Forest Hill Drive and Guerilla Hollow are closed on Sunday, May 25 due to high winds.

Net Zero Water

By Edible Garden Intern

Portion of geological map of the Shepherdsville quadrangle, Billitt County, Kentucky, showing the formation layers expected at the drill site.
Portion of geological map of the Shepherdsville quadrangle, Billitt County, Kentucky, showing the formation layers expected at the drill site.

Day one, hour one of my food works internship at Bernheim put me right in the thick of one of the main objectives of my time here, helping assemble documentation for certification of the Edible Garden through the Living Building Challenge. Water well digging was a lesson in geology. A site was chosen just off Arboretum Drive near Holly Pond.

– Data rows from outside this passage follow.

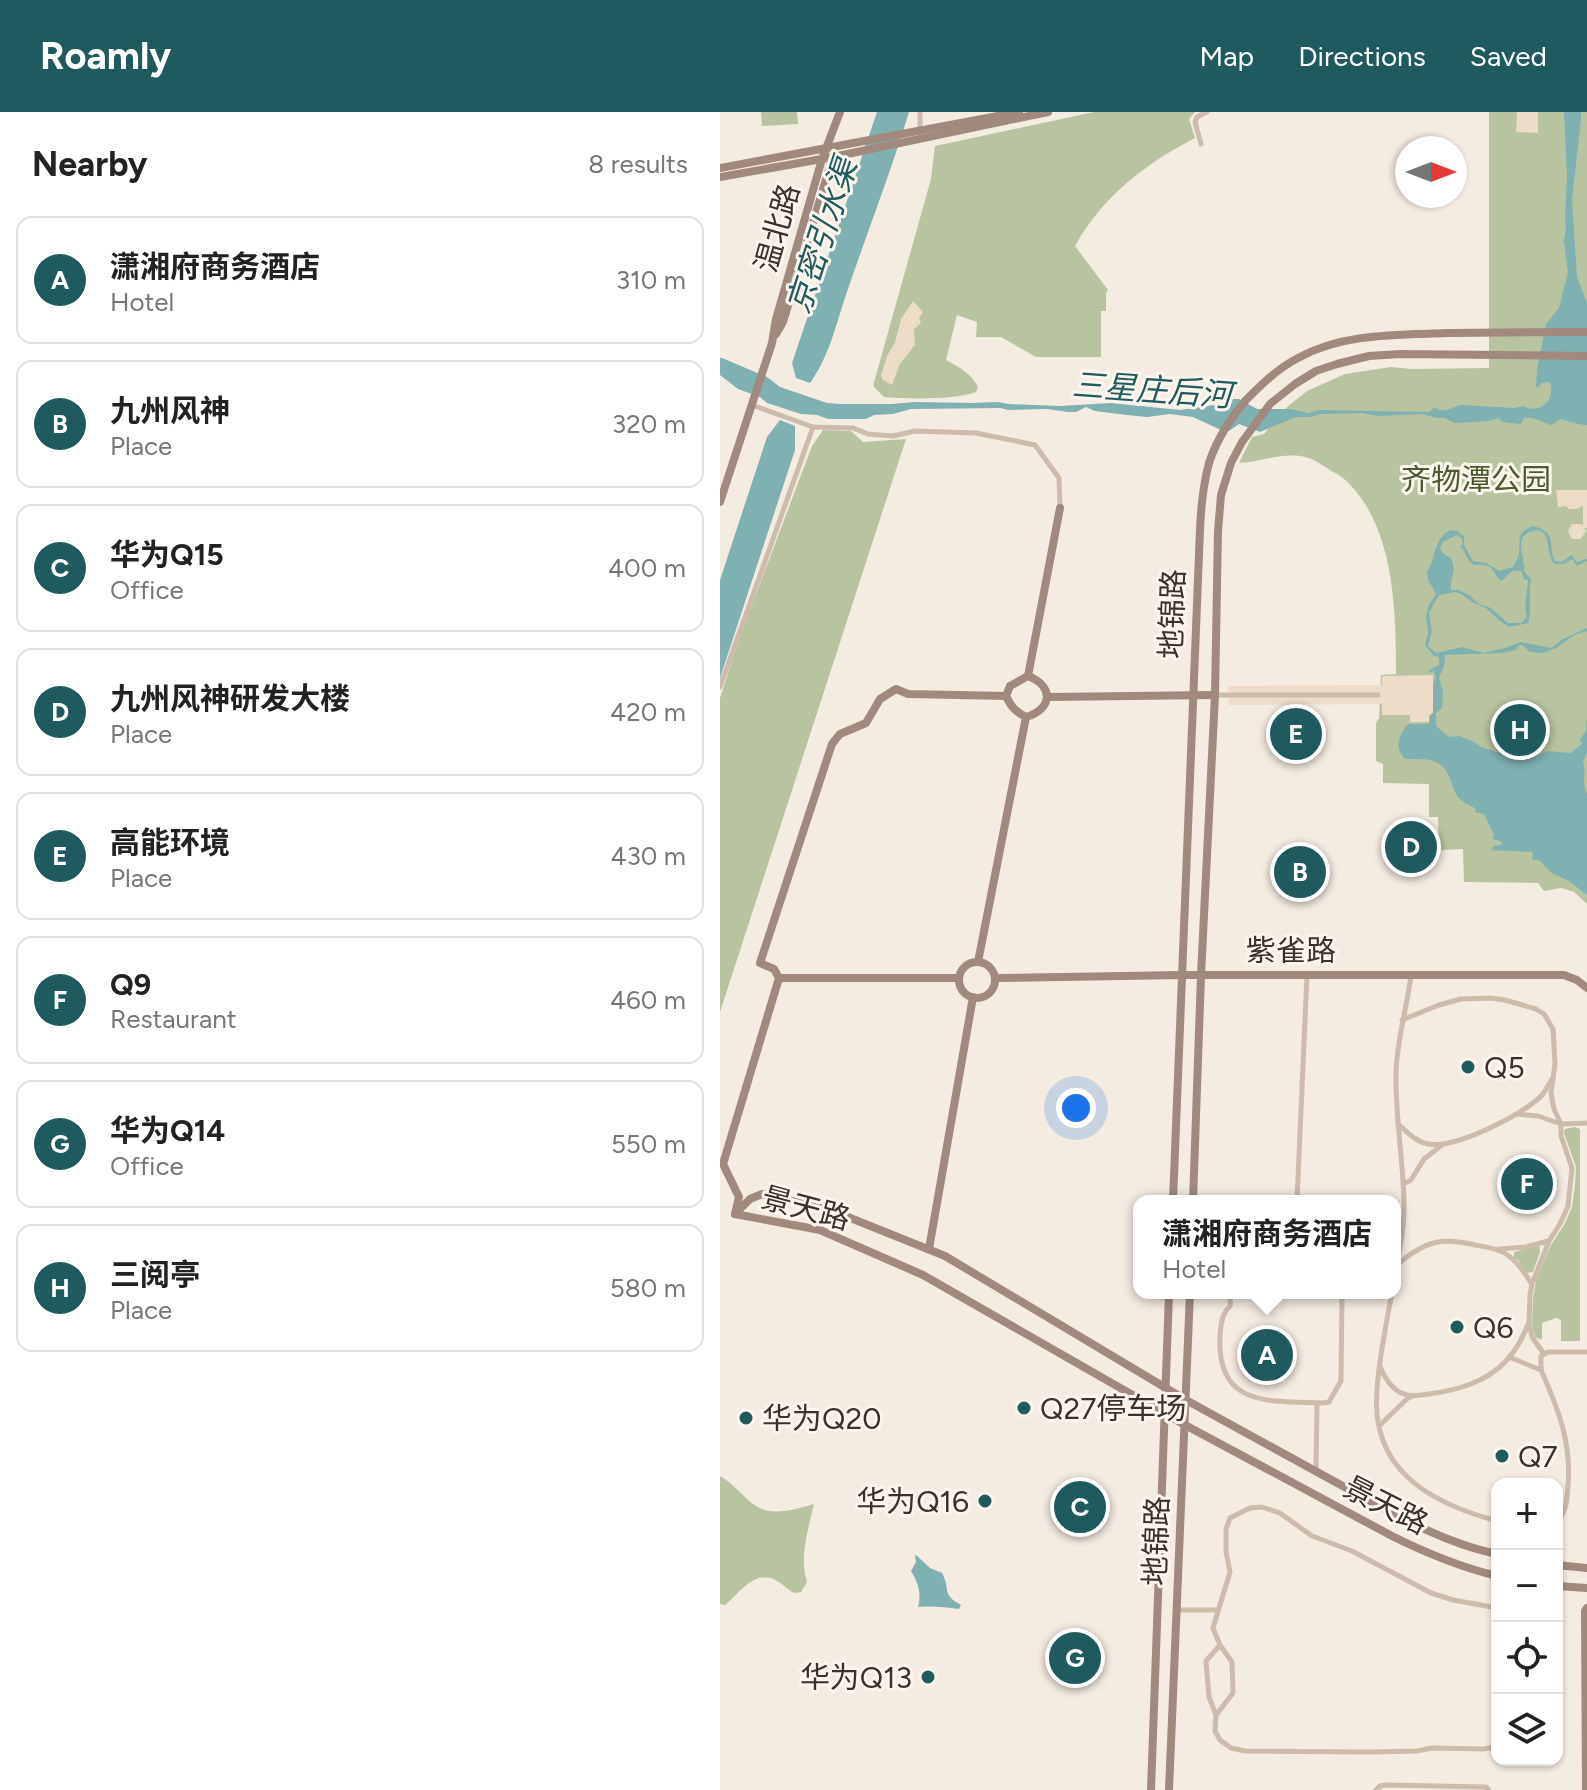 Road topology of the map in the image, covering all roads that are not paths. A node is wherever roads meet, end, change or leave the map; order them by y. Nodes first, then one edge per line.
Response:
1 (840, 112) edge
2 (920, 112) edge
3 (1019, 112) edge
4 (1048, 112) edge
5 (1207, 112) edge
6 (920, 130) junction
7 (906, 137) junction
8 (1201, 144) dead end
9 (831, 148) junction
10 (850, 149) junction
11 (833, 157) junction
12 (822, 159) junction
13 (720, 168) edge
14 (720, 177) edge
15 (1587, 332) edge
16 (772, 343) junction
17 (1587, 356) edge
18 (753, 401) junction
19 (813, 427) junction
20 (720, 502) edge
21 (1060, 508) joint
22 (1028, 676) junction
23 (720, 687) edge
24 (1194, 695) junction
25 (1215, 695) junction
26 (1378, 695) dead end
27 (1006, 696) junction
28 (1048, 697) junction
29 (1026, 717) junction
30 (978, 962) junction
31 (1307, 974) junction
32 (1412, 974) junction
33 (1181, 975) junction
34 (1201, 975) junction
35 (779, 978) junction
36 (959, 978) junction
37 (995, 978) junction
38 (1586, 987) edge
39 (973, 997) junction
40 (1402, 1020) junction
41 (1552, 1078) junction
42 (1517, 1114) junction
43 (1398, 1123) junction
44 (1587, 1123) edge
45 (1561, 1124) junction
46 (1447, 1143) junction
47 (1403, 1184) junction
48 (1173, 1195) edge
49 (1193, 1195) edge
50 (1297, 1195) edge
51 (735, 1214) junction
52 (1401, 1241) edge
53 (1549, 1241) junction
54 (929, 1249) junction
55 (1497, 1249) junction
56 (1401, 1261) edge
57 (1532, 1284) junction
58 (1169, 1299) edge
59 (1190, 1299) edge
60 (1229, 1299) edge
61 (1342, 1299) edge
62 (1391, 1299) edge
63 (1529, 1322) junction
64 (1587, 1352) edge
65 (1544, 1354) junction
66 (1509, 1357) junction
67 (1380, 1366) junction
68 (1541, 1370) junction
69 (1165, 1387) junction
70 (1416, 1396) junction
71 (1186, 1400) junction
72 (1317, 1403) junction
73 (1165, 1413) junction
74 (1185, 1425) junction
75 (1379, 1426) junction
76 (1316, 1471) junction
77 (1563, 1515) edge
78 (1491, 1519) edge
79 (1491, 1552) edge
80 (1563, 1566) edge
81 (1587, 1568) edge
82 (1491, 1574) edge
83 (1563, 1586) edge
84 (1587, 1588) edge
85 (1491, 1607) edge
86 (1587, 1608) edge
87 (1177, 1610) junction
88 (1218, 1610) junction
89 (1220, 1645) junction
90 (1216, 1715) junction
91 (1491, 1748) edge
92 (1151, 1790) edge
93 (1169, 1790) edge
94 (1376, 1790) edge
95 (1489, 1790) edge
96 (1586, 1790) edge

1 - 9 street, 温北路
2 - 6 street
3 - 6 street
4 - 7 street
5 - 8 street
6 - 7 street
7 - 10 street
9 - 10 street
9 - 11 street, 温北路
9 - 12 street, 温北路
9 - 13 street
10 - 11 street
11 - 12 street
11 - 16 street, 温北路
12 - 14 street
12 - 16 street, 温北路
15 - 24 street, 地锦路
16 - 18 street, 温北路
17 - 25 street, 地锦路
18 - 19 street
18 - 20 street, 温北路
19 - 21 street
19 - 23 street
21 - 22 street
22 - 27 street
22 - 28 street
24 - 25 street
24 - 28 street
24 - 33 street, 地锦路
25 - 26 street
25 - 34 street, 地锦路
27 - 29 street
27 - 35 street
28 - 29 street
29 - 30 street
30 - 36 street
30 - 37 street
31 - 32 street, 紫雀路
31 - 34 street, 紫雀路
31 - 50 street
32 - 38 street, 紫雀路
32 - 40 street
33 - 34 street, 紫雀路
33 - 37 street, 紫雀路
33 - 48 street, 地锦路
34 - 49 street, 地锦路
35 - 36 street
35 - 51 street
36 - 39 street
37 - 39 street
39 - 54 street
40 - 41 street
40 - 43 street
41 - 42 street
41 - 45 street
42 - 45 street
42 - 46 street
43 - 46 street
43 - 47 street
44 - 45 street
45 - 53 street
46 - 47 street
47 - 52 street
51 - 54 street, 景天路
51 - 73 street, 景天路
53 - 55 street
53 - 57 street
54 - 69 street, 景天路
55 - 56 street
55 - 57 street
57 - 63 street
58 - 69 street, 地锦路
59 - 71 street, 地锦路
60 - 72 street
61 - 72 street
62 - 67 street
63 - 65 street
63 - 66 street
64 - 65 street
65 - 68 street
66 - 68 street
66 - 70 street
67 - 70 street
67 - 75 street
68 - 77 street
69 - 71 street, 景天路
69 - 73 street, 地锦路
70 - 75 street
71 - 74 street, 地锦路
71 - 76 street, 景天路
72 - 76 street
73 - 74 street, 景天路
73 - 92 street, 地锦路
74 - 82 street, 景天路
74 - 87 street, 地锦路
75 - 78 street
76 - 79 street, 景天路
80 - 81 street
83 - 84 street
85 - 88 street
86 - 96 street
87 - 88 street
87 - 93 street, 地锦路
88 - 89 street
89 - 90 street
89 - 90 street
90 - 91 street
94 - 95 street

Background: Geologists Kurt Mason, Alan Goble, and Paul Howell agreed on this spot because this area is in a valley along a well-developed drainage line and underlain by the permeable Louisville Limestone over relatively impermeable Waldron Shale. The Shale creates a container for the fresh water that runs down the valley when it rains and then trickles though the limestone. The Limestone is exposed in the road cut on the left side as you head to the Visitor Center just across from the pond. The geologists point out that you can see a well-developed “plumbing system” of karstic fractures, and bedding planes openings.

The Edible Garden sits at a higher elevation, above New Albany Shale, which creates an impermeable cap for water to run off, heading down to the valley. Though the geologists offered that a well could be dug at the Garden site, it would have needed to be much deeper than one in the valley. Because it would possibly be dry part of the year, it ‘s very likely that the water would have been brackish to salty. Given these factors it was decided that running piping from the higher quality source was the best option rather than digging directly in the garden. Rock Drilling Inc. started setting up only minutes after I arrived at Bernheim and only went down 28ft when they hit water. Success before lunchtime!

A solar powered pump will soon be placed in the well to provide water to a 4000 gallon above ground holding tank in the garden. This tank triples the capacity of the existing garden cistern below ground. Another solar powered pump placed in the cistern will provide water to each of the four petal sections of the Garden’s raised beds. This is in addition to the existing hand pump at the center of the Garden, a favorite feature of our younger visitors. A water source at each petal will leave our head gardener, Cole, more time to plant, tend to the health, and development of the Edible Garden rather than hauling water by hand.

This well is a key element of the Garden’s irrigation system design for the Living Building Challenge. Certification under this program requires net zero water use and respects the natural hydrologic flow. I learned a lot on my first day at Bernheim and thought I’d share it with you fans of the Edible Garden!